If you have not yet installed and started Fusion, you must do so before using this guide. For more information, see Installation.

Opening the Clustering notebook on Windows

To open the notebook named Clustering:

  1. Click Start and then select the Fusion Example Spreadsheet icon.
  2. Open the clustering.xlsx demo spreadsheet in Excel 2016.
  3. In the Excel ribbon, click the Insert tab then select My Add-ins.
  4. In the Office Add-ins window, click the Shared Folder tab and select Anaconda Fusion.
  5. Click the OK button.
  6. In the Fusion pane, click the Notebooks tab.
  7. In the example notebooks list, select clustering.ipynb.

Opening the Clustering notebook on macOS

To open the notebook named Clustering:

  1. Open the terminal window, and run the command fusion-examples.

  2. In the Finder window, select the clustering.xlsx spreadsheet and open it in Excel 2016.

  3. In the Excel ribbon, click the Insert tab then go to My Add-ins > Anaconda Fusion to activate the Fusion Add-in:

    ../../../_images/fusion_menu_activation_mac.png

  4. In the Fusion pane, click the Notebooks tab.

  5. In the example notebooks list, select clustering.ipynb.
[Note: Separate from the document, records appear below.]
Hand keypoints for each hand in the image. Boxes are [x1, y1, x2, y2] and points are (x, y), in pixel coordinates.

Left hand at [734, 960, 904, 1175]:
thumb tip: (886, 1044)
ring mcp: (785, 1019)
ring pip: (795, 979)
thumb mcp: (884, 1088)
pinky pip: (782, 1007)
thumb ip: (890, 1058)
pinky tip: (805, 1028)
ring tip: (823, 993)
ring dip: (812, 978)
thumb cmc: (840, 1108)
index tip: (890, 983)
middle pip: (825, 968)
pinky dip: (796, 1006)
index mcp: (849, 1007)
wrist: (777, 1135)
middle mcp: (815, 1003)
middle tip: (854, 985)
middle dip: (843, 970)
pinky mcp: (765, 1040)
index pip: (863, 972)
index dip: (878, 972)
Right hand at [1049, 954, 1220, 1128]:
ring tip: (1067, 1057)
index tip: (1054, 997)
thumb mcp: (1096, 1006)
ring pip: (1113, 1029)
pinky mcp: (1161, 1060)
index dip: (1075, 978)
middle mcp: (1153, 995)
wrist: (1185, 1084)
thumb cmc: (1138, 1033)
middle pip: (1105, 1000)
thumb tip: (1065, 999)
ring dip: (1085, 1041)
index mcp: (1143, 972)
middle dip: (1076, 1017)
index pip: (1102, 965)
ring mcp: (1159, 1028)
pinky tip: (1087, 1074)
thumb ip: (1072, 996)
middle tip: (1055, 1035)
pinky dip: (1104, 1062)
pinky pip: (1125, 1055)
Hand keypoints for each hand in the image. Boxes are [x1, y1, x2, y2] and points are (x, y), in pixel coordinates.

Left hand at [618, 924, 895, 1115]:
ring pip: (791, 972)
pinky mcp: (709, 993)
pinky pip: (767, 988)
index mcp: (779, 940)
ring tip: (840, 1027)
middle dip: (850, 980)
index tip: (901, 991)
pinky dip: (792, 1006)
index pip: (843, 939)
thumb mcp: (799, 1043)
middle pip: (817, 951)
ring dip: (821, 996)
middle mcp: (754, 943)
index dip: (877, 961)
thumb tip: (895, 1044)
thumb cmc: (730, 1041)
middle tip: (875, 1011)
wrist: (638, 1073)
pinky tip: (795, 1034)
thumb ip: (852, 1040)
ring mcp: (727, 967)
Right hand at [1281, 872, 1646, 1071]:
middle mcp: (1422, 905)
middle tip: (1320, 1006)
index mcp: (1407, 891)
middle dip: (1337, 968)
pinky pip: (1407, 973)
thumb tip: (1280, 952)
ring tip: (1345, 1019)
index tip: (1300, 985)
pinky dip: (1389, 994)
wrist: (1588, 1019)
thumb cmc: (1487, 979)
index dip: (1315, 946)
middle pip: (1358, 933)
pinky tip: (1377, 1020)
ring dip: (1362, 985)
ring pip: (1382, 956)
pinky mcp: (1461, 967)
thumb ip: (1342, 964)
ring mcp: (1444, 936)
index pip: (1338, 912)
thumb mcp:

Executing the clustering algorithm in Excel

In the following clustering demonstration you will learn how to execute a code created by a data scientist directly from Excel. You will execute a Python code to run a machine learning algorithm on your data and visualize the resulting output.

Creating a dataset from Excel data

To select data in the spreadsheet and make it visible to Fusion as a named dataset:

  1. In the NOISY_CIRCLES table of the clustering.ipynb spreadsheet, find the columns x and y.

  2. Highlight at least 100 rows of those two columns–without selecting the x and y column headers.

  3. In the Fusion pane, click the Data tab, then select Current Selection:

    ../../../_images/fusion_add_data.png

  4. In the Name field, type noisy_circles_small to name the dataset you selected in step 2.

  5. Click the Confirm button to save the dataset.

    ../../../_images/fusion_confirm_add_data.png

  6. Click the clustering.ipynb tab at the bottom of the pane.

Running the clustering algorithm from the Fusion pane

  1. In the list at the top of the the Fusion pane, select clustering.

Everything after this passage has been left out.